Daher bittet das Landratsamt Lichtenfels die Bevölkerung, sich rücksichtsvoll zu verhalten um sich und ihre Mitmenschen zu schützen, insbesondere die Kinder, für die noch keine Impfempfehlung besteht. 

Jeder Einzelne kann zur Eindämmung des Infektionsgeschehens beitragen, indem er im Alltag die AHA-L-Regeln anwendet:
1.    Abstand halten
2.    Hygiene beachten – Händehygiene, Husten/Niesen in die Ellenbeuge
3.    im Alltag Maske tragen
4.    regelmäßiges Lüften

Das Landratsamt verweist an dieser Stelle auch auf das Impfangebot im Impfzentrum Lichtenfels (www.lkr-lif.de/Impfzentrum). Aufgrund von ausreichend verfügbarem Impfstoff bietet das Impfzentrum des Landkreises Lichtenfels allen impfwilligen Bürgerinnen und Bürgern auch eine „Freie Impfstunde“ ohne Termin an.

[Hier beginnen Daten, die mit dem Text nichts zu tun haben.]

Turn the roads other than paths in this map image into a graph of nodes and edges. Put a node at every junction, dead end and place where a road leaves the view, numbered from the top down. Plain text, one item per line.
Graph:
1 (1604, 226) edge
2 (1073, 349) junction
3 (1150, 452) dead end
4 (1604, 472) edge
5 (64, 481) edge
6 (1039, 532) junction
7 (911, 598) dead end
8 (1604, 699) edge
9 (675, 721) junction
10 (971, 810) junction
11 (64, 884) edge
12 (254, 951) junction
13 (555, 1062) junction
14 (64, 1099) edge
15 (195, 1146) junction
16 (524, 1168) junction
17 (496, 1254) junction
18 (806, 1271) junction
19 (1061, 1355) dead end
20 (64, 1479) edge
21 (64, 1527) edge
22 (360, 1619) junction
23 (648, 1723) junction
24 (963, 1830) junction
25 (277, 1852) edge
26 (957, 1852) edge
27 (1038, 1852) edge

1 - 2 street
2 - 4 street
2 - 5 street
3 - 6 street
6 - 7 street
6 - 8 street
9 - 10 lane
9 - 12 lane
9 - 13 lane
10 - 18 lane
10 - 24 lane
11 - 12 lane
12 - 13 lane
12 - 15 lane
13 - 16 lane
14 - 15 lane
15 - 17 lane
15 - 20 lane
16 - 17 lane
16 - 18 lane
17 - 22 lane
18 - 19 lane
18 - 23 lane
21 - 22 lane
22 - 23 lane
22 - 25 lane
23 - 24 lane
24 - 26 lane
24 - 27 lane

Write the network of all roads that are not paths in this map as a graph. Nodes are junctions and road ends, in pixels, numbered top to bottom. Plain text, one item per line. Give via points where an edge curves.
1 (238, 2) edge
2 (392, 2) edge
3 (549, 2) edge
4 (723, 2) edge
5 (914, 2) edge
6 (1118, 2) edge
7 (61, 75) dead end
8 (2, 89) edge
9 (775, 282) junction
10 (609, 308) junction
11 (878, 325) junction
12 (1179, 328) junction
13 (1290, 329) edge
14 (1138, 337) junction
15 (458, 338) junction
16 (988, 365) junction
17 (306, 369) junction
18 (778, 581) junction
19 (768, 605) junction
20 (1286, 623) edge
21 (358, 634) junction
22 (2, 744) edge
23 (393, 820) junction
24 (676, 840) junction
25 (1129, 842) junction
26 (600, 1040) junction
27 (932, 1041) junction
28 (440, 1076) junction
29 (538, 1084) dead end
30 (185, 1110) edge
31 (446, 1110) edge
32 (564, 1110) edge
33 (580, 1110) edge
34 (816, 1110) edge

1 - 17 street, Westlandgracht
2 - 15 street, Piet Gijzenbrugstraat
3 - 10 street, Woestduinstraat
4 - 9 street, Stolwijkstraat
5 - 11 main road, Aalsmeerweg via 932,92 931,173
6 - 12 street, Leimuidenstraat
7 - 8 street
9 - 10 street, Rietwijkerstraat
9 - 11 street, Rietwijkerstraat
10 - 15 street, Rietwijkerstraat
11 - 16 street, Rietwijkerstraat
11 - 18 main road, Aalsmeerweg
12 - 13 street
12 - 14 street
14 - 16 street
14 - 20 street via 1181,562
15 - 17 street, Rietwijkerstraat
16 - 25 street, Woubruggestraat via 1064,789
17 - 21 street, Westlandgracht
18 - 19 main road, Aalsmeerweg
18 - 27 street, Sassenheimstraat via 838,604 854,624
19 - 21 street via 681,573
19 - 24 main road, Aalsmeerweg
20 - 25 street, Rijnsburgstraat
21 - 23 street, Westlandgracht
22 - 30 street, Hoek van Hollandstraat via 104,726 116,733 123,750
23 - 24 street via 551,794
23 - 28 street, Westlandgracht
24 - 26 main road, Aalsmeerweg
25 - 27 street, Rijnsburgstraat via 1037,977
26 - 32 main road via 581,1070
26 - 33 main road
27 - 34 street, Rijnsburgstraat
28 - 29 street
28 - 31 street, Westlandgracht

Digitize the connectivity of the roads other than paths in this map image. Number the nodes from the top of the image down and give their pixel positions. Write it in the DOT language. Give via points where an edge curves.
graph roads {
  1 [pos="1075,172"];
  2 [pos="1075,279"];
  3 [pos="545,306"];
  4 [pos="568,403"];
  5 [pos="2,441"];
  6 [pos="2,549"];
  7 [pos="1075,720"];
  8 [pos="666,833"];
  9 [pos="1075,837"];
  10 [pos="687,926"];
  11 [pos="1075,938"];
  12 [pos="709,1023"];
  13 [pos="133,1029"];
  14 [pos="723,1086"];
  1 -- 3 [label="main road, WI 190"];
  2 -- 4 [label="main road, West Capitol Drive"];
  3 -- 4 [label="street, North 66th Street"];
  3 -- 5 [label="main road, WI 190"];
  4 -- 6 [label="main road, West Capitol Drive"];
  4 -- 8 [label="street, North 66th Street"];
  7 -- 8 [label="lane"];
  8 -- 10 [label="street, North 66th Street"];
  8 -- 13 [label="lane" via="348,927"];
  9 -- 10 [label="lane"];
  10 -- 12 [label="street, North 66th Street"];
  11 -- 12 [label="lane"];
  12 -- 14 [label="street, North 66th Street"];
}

Definition enger Kontaktpersonen
Nähere Infos gibt es unter dem Link vom RKI

Kontaktpersonen zu einem bestätigten COVID-19-Fall werden bei Vorliegen mindestens einer der folgenden Situationen als enge Kontaktpersonen (mit erhöhtem Infektionsrisiko) definiert:
•    Aufenthalt im Nahfeld des Index-Falls (<1,5 m) länger als 10 Minuten ohne adäquaten Schutz# (adäquater Schutz = Fall und Kontaktperson tragen durchgehend und korrekt MNS [Mund-Nasen-Schutz] oder FFP2-Maske).
•    Gespräch mit dem Index-Fall (Face-to-face-Kontakt, <1,5 m, unabhängig von der Gesprächsdauer) ohne adäquaten Schutz oder direkter Kontakt (mit respiratorischem Sekret).
•    Aufenthalt von Kontaktperson (und Index-Fall) im selben Raum mit wahrscheinlich hoher Konzentration infektiöser Aerosole unabhängig vom Abstand für länger als 10 Minuten, auch wenn durchgehend und korrekt MNS (Mund-Nasen-Schutz) oder FFP2-Maske getragen wurde.